Content starts

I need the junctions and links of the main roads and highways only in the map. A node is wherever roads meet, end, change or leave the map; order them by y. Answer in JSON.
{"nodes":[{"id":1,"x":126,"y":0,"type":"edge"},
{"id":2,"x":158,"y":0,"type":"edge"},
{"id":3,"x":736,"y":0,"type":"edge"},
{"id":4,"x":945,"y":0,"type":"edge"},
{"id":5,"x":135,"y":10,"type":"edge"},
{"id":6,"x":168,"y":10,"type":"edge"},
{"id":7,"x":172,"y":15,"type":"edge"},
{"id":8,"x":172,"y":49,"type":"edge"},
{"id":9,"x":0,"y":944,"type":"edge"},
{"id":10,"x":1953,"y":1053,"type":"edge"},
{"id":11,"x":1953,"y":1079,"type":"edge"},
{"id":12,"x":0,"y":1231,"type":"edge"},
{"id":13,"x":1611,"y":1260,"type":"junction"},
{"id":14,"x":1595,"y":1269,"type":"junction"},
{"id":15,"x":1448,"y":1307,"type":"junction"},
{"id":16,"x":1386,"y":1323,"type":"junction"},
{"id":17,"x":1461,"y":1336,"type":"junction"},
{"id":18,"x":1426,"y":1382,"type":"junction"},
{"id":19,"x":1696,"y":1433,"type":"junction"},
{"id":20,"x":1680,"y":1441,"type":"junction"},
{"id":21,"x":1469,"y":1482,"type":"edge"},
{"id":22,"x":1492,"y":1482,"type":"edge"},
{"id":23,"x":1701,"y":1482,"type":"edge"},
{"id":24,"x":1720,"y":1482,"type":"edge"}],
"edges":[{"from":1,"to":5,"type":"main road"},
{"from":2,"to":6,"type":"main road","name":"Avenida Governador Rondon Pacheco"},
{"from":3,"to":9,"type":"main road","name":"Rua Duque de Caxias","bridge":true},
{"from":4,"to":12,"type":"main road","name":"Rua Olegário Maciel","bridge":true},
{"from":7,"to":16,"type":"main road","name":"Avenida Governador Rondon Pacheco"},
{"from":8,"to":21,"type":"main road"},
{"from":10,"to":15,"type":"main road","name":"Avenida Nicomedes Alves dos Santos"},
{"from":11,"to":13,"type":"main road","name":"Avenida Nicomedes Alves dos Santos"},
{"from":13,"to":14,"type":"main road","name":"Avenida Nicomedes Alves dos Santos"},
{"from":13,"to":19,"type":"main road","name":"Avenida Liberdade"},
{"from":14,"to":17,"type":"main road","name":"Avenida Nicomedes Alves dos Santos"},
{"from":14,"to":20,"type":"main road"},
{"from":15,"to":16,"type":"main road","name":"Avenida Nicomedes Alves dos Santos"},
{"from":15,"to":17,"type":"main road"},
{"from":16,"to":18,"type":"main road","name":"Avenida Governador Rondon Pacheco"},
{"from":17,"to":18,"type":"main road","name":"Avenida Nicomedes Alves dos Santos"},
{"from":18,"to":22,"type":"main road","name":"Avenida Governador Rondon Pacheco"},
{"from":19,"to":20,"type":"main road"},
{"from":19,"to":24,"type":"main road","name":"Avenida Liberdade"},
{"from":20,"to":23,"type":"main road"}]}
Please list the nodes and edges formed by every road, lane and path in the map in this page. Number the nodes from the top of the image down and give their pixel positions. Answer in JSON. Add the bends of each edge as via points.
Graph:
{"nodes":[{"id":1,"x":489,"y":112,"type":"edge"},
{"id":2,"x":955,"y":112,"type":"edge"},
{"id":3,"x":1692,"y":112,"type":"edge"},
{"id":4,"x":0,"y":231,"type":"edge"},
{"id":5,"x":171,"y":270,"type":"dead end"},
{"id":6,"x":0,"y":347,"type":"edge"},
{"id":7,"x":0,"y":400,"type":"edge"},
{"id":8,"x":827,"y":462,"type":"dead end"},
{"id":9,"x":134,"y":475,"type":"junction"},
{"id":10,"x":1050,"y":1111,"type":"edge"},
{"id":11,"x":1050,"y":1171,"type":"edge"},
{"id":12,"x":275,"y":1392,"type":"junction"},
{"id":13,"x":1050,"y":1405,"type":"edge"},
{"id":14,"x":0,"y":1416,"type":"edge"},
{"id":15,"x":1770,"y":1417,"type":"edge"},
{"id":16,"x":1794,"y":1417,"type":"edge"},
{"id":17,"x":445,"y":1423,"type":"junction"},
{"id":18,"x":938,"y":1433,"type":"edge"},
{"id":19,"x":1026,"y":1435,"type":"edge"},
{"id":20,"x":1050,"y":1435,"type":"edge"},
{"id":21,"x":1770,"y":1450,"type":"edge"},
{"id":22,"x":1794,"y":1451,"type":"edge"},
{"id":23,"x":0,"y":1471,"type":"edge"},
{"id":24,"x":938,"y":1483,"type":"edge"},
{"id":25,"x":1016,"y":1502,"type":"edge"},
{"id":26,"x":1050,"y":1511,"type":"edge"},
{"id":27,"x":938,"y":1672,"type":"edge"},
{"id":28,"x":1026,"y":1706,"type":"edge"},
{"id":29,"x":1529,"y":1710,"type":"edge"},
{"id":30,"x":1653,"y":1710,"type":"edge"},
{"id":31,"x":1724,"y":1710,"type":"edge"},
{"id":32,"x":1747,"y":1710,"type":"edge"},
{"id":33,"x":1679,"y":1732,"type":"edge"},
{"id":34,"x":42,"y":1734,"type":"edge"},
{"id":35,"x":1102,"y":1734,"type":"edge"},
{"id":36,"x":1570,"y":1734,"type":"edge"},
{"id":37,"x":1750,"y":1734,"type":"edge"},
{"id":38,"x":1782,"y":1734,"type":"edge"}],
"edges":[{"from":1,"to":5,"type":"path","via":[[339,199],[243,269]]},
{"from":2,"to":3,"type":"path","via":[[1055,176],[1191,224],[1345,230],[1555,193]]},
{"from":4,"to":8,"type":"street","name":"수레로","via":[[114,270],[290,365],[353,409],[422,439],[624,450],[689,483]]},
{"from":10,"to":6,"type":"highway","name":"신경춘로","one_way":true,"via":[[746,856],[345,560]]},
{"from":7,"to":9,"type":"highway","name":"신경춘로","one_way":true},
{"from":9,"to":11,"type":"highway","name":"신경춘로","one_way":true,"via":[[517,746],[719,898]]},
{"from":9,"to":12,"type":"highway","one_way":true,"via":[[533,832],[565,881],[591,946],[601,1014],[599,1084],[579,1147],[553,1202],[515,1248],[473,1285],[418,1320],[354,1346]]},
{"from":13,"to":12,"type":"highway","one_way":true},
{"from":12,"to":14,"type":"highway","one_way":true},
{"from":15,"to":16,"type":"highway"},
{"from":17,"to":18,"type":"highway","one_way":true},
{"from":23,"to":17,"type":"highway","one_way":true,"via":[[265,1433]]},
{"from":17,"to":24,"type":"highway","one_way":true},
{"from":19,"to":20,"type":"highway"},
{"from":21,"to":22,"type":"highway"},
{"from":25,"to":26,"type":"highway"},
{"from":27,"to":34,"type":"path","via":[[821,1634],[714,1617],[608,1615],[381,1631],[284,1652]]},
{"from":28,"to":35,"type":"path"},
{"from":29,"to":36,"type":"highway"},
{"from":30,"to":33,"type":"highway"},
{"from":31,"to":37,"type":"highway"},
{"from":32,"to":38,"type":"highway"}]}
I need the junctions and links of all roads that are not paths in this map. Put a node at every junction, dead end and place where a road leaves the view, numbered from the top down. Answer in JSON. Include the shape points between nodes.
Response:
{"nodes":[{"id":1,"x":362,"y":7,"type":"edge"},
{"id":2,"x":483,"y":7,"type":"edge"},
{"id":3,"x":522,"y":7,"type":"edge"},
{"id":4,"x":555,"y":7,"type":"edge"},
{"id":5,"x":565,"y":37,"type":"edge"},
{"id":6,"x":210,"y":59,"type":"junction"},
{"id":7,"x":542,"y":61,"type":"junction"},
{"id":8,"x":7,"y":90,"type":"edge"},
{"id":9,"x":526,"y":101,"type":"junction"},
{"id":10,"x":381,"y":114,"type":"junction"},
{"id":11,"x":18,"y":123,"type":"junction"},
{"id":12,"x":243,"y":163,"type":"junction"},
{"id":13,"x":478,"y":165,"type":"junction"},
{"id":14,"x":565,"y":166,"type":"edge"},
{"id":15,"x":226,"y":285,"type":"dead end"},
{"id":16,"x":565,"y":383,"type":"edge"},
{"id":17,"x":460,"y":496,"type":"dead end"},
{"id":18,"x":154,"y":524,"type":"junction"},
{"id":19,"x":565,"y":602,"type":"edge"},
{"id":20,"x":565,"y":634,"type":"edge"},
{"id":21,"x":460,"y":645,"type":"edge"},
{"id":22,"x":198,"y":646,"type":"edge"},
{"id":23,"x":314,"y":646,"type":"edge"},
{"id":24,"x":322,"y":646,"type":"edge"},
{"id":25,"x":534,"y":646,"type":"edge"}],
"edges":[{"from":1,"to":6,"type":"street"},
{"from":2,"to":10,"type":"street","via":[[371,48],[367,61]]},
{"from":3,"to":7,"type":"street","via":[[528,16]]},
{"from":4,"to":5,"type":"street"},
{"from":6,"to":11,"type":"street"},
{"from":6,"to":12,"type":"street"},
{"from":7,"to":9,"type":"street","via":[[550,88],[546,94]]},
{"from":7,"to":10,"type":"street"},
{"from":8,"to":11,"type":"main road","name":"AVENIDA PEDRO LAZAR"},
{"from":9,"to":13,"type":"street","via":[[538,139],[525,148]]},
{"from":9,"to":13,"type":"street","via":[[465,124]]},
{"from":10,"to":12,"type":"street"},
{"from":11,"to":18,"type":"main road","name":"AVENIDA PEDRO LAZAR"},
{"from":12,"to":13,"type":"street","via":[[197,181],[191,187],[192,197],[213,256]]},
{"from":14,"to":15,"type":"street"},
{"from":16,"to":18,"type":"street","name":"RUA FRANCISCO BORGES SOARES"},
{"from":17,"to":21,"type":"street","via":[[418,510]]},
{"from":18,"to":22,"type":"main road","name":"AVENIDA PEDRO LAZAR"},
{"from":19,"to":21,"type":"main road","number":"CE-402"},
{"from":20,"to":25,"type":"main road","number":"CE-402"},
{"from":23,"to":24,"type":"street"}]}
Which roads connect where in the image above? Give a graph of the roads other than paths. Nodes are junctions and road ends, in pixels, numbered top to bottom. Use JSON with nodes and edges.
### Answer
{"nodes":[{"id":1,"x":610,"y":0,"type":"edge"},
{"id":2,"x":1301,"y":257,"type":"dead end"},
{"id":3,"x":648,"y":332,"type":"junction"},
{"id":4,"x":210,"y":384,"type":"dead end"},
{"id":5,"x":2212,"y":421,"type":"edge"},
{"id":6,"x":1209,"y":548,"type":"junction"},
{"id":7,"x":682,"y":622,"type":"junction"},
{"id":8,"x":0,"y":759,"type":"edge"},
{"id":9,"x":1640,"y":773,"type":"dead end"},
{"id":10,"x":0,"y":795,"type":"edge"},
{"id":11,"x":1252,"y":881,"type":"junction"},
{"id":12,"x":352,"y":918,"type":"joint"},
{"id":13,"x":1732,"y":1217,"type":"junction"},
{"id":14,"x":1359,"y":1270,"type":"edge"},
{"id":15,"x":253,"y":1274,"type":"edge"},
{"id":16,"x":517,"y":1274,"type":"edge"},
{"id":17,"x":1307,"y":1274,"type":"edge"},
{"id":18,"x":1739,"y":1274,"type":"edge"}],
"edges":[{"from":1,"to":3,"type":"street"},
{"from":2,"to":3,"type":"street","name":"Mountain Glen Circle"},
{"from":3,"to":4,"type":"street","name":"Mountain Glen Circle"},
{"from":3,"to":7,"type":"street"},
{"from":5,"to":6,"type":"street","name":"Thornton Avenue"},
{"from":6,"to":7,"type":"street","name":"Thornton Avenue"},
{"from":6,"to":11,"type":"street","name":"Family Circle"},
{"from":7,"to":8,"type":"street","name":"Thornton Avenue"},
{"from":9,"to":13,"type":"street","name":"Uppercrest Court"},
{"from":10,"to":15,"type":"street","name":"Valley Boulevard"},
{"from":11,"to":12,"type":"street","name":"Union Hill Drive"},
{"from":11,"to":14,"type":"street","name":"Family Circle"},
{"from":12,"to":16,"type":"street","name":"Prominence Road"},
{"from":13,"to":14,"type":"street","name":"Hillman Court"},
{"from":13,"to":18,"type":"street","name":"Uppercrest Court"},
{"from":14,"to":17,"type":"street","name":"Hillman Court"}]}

Content ends

* _Assignment_: Your reply should hold every line from the data that contains "Santos", copied in full.

* _Solution to this task_:
{"from":10,"to":15,"type":"main road","name":"Avenida Nicomedes Alves dos Santos"},
{"from":11,"to":13,"type":"main road","name":"Avenida Nicomedes Alves dos Santos"},
{"from":13,"to":14,"type":"main road","name":"Avenida Nicomedes Alves dos Santos"},
{"from":14,"to":17,"type":"main road","name":"Avenida Nicomedes Alves dos Santos"},
{"from":15,"to":16,"type":"main road","name":"Avenida Nicomedes Alves dos Santos"},
{"from":17,"to":18,"type":"main road","name":"Avenida Nicomedes Alves dos Santos"},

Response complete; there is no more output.